In 1882–1885, Key wrote an 800-page medical and social science study of the state of health of Swedish schoolchildren. This is considered one of the most influential and elaborate works of its time, and for a long time was to form the basis for how hygienic investigations were to be carried out in Sweden. Key found that schoolchildren became sicker the older they got. He found that as many as 80 percent of the students had long-term illnesses. However, at that time myopia was also counted as a long-term illness, and when this is removed, the result is that up to 60% of schoolchildren suffered from some form of long-term illness. For his contribution to the study, he was awarded the Swedish Medical Society's annual prize in 1893 and became internationally known in the field of school hygiene.

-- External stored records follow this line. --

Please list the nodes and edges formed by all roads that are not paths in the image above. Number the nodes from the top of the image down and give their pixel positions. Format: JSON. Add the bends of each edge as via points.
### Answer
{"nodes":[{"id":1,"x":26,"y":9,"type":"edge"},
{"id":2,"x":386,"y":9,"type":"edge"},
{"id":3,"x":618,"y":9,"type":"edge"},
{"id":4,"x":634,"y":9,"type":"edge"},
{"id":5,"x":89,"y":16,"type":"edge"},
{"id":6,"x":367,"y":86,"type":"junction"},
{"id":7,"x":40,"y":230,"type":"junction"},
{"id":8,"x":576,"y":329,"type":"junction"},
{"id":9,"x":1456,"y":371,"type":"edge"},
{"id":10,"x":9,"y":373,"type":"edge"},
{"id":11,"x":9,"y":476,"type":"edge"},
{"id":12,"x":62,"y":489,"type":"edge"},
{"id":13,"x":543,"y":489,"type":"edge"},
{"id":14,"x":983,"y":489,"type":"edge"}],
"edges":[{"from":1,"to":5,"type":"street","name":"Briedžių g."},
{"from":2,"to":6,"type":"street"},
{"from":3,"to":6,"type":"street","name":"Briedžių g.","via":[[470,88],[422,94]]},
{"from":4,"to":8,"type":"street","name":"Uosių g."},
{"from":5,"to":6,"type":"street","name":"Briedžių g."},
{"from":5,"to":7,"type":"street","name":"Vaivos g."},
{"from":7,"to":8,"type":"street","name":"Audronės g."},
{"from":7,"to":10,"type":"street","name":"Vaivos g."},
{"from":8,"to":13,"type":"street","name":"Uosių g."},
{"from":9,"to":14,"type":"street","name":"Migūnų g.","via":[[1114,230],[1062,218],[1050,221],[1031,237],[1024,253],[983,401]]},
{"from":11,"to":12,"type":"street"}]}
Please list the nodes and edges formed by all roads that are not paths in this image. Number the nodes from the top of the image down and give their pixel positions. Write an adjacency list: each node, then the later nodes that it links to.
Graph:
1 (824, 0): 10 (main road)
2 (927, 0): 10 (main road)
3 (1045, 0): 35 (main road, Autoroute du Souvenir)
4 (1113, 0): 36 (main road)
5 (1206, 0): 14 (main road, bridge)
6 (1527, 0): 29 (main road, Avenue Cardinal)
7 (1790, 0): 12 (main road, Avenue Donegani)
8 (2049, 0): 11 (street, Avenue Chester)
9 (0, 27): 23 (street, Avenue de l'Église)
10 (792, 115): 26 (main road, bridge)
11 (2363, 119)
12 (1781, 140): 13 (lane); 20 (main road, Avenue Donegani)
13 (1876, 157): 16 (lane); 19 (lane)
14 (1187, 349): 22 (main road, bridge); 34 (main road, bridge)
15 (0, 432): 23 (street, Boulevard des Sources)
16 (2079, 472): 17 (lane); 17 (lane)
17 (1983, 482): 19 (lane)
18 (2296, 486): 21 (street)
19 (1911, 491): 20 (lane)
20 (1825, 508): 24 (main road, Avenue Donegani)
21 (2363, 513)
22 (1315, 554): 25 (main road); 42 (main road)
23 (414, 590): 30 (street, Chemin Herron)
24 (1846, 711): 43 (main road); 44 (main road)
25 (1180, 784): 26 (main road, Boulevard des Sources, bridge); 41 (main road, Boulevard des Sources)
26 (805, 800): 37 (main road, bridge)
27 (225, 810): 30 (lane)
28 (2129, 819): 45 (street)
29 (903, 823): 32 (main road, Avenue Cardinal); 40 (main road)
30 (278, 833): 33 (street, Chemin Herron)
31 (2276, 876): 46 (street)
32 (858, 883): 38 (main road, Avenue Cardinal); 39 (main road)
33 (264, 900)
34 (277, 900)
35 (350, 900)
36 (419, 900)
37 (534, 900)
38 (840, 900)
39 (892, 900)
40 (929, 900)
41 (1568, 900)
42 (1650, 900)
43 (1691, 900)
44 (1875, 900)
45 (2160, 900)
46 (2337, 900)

Key was rector of the Karolinska Institute from 1886 to 1897. He campaigned for the institute to achieve full equality with the medical faculties at Uppsala University and Lund University, but this did not materialize during this period. He also made a name for himself there through his speeches at the professorial inaugurations, which dealt with the history of Swedish medicine.

Key was also a pioneer as a writer and cultural figure. He founded Medicinskt Archiv (today Journal of Internal Medicine) in 1863 with colleagues at the Karolinska Institute, its successor Nordiskt medicinskt arkiv in 1869, and the popular science Ur vår tids forskning together with Retzius. In 1862 he and Harald Wieselgren were part of founding the men's association Sällskapet Idun. He was a close friend of Artur Hazelius and supported him in the establishment of the Nordic Museum and Skansen. Like Hazelius, Key was also interested in Old Norse history. Key and his family would later build Villa Bråvalla in 1867, designed by architect Johan Erik Söderlund and named after the legendary Battle of Bråvalla in 8th-century Sweden.

Key was the president of the Royal Swedish Academy of Sciences (1871), the Royal Physiographic Society in Lund (1878), the Royal Society of Arts and Sciences in Gothenburg (1878), the Royal Society of Sciences in Uppsala (1880) and became an honorary doctor of philosophy at the University of Copenhagen in 1879. Key was president of the Royal Swedish Academy of Sciences from 1887 to 1888.

== Death ==
Key was diagnosed with cancer in 1894 and underwent several operations in the last few years of his life. He died on 27 December 1901 in Kungsholm or Ulrika Eleonora parish, Stockholm County, Sweden. He is buried in Norra begravningsplatsen.